━━━━━ SUPPLIED RECORDS

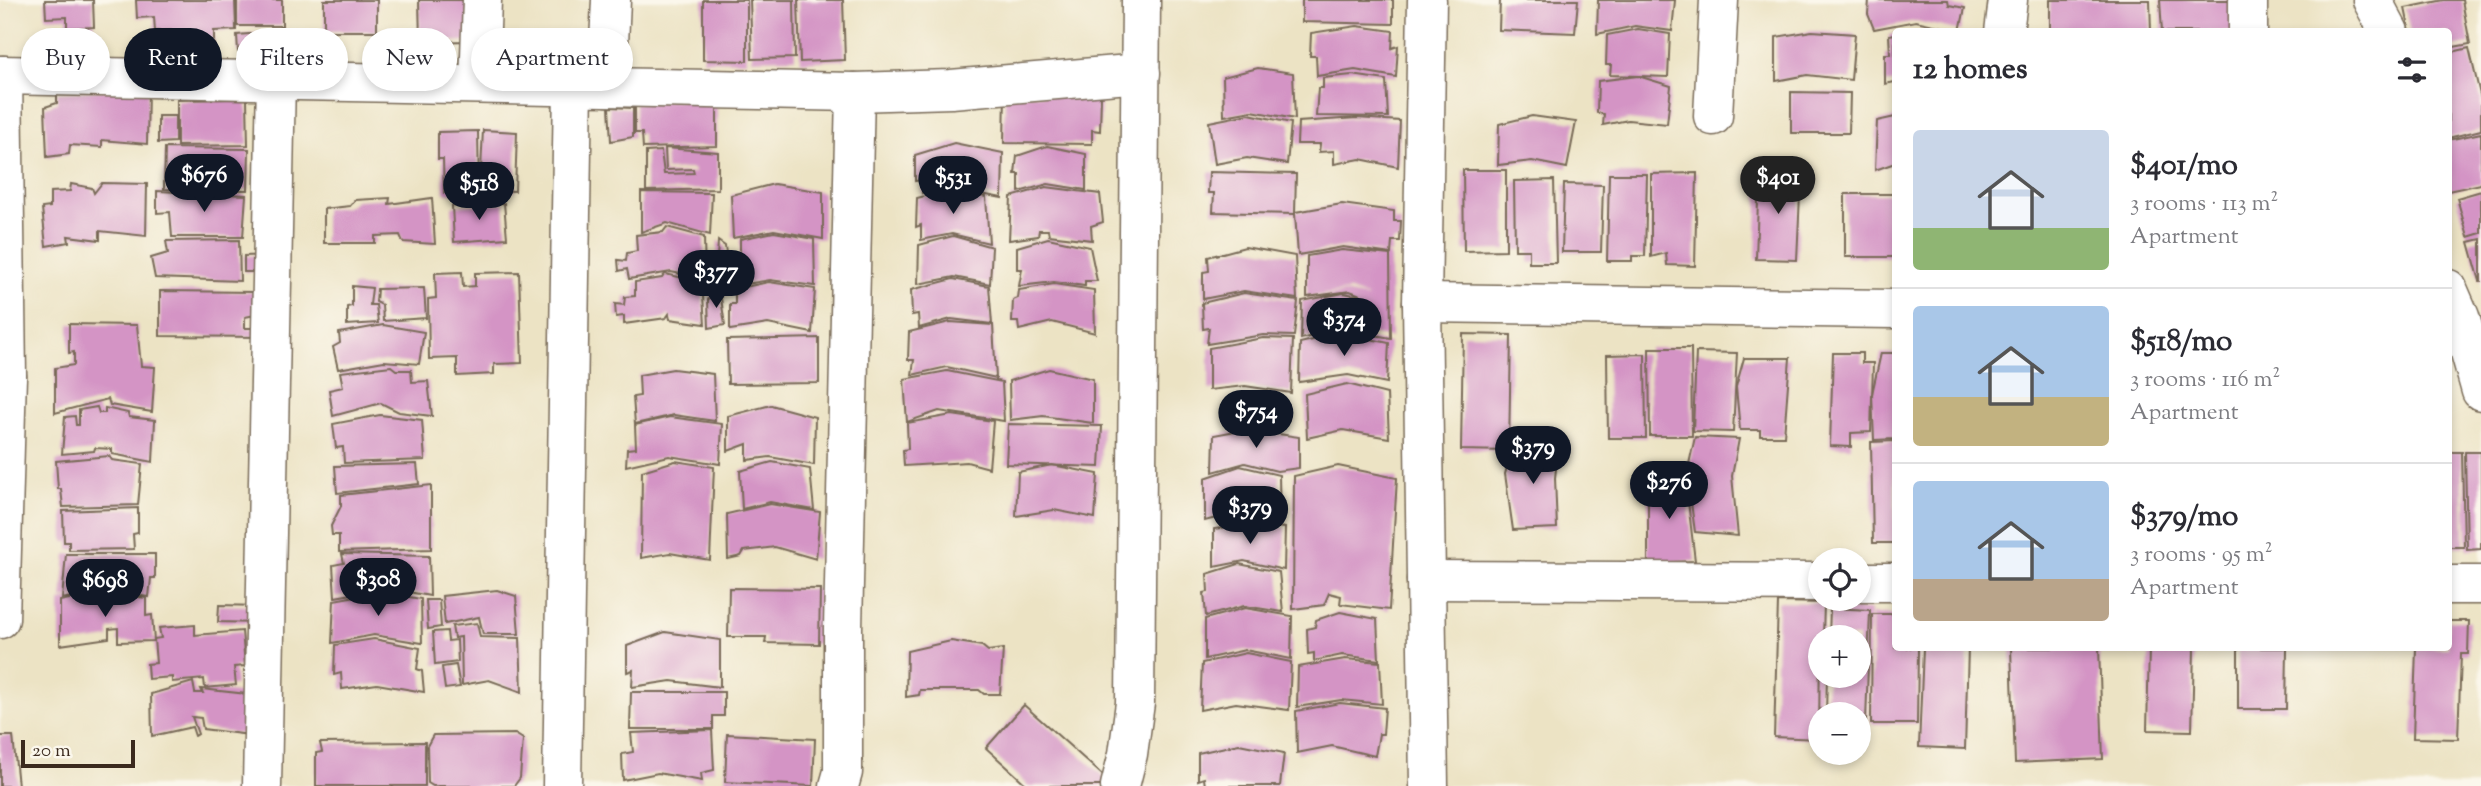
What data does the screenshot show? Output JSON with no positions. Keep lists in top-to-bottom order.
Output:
{
  "scale_bar": "20 m",
  "page": {
    "chip": [
      "Buy",
      "Rent",
      "Filters",
      "New",
      "Apartment"
    ],
    "heading": "12 homes",
    "list": [
      {
        "name": "$401/mo",
        "note": "3 rooms · 113 m² · Apartment"
      },
      {
        "name": "$518/mo",
        "note": "3 rooms · 116 m² · Apartment"
      },
      {
        "name": "$379/mo",
        "note": "3 rooms · 95 m² · Apartment"
      }
    ],
    "price": [
      "$676",
      "$531",
      "$401",
      "$518",
      "$377",
      "$374",
      "$754",
      "$379",
      "$276",
      "$379",
      "$308",
      "$698"
    ],
    "map_buttons": ["+", "−"],
    "scale": "20 m"
  }
}
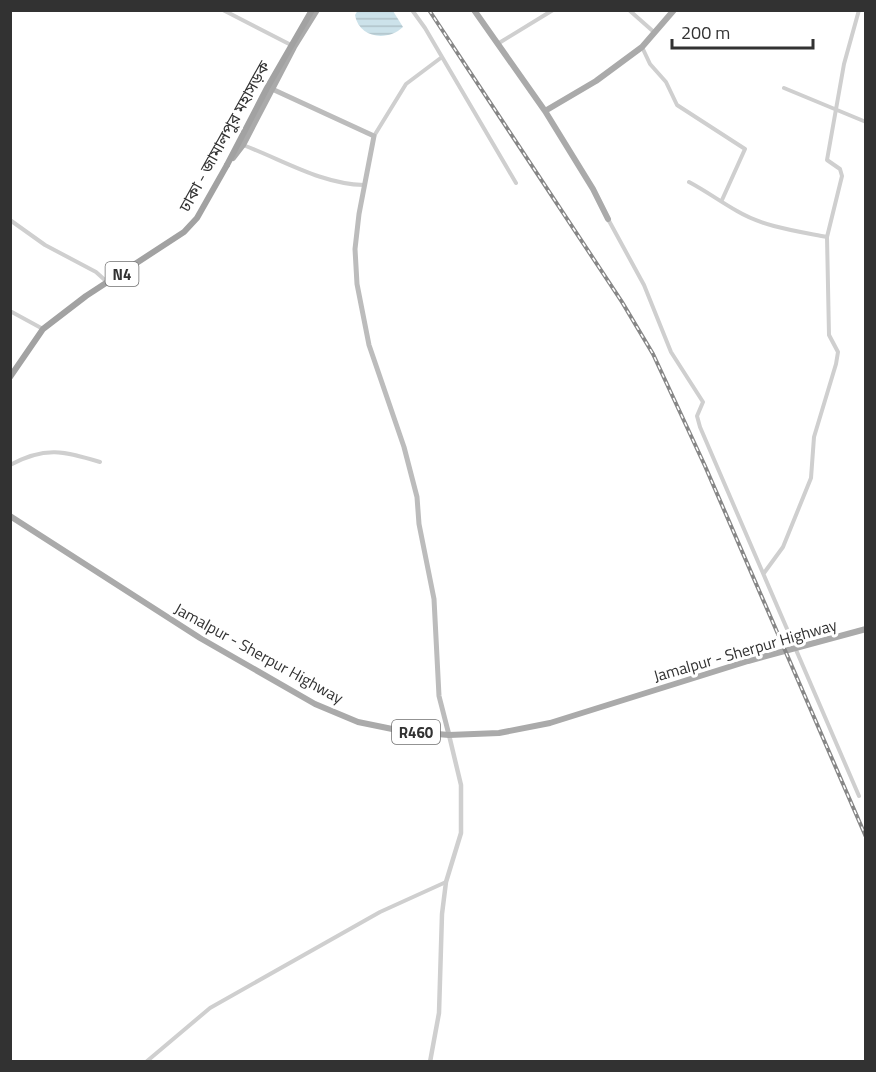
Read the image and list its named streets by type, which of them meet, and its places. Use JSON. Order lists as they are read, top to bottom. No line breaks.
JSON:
{"streets":{"highway":["ঢাকা - জামালপুর মহাসড়ক","N4"],"main road":["Jamalpur - Sherpur Highway","R460"]},"scale_bar":"200 m"}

━━━━━━━━━━

§ PROBLEM STATEMENT
Wherever a line of the entries holds the string "bottom", copy that line.

§ RESULT FOR THIS TASK
What data does the screenshot show? Output JSON with no positions. Keep lists in top-to-bottom order.
Read the image and list its named streets by type, which of them meet, and its places. Use JSON. Order lists as they are read, top to bottom. No line breaks.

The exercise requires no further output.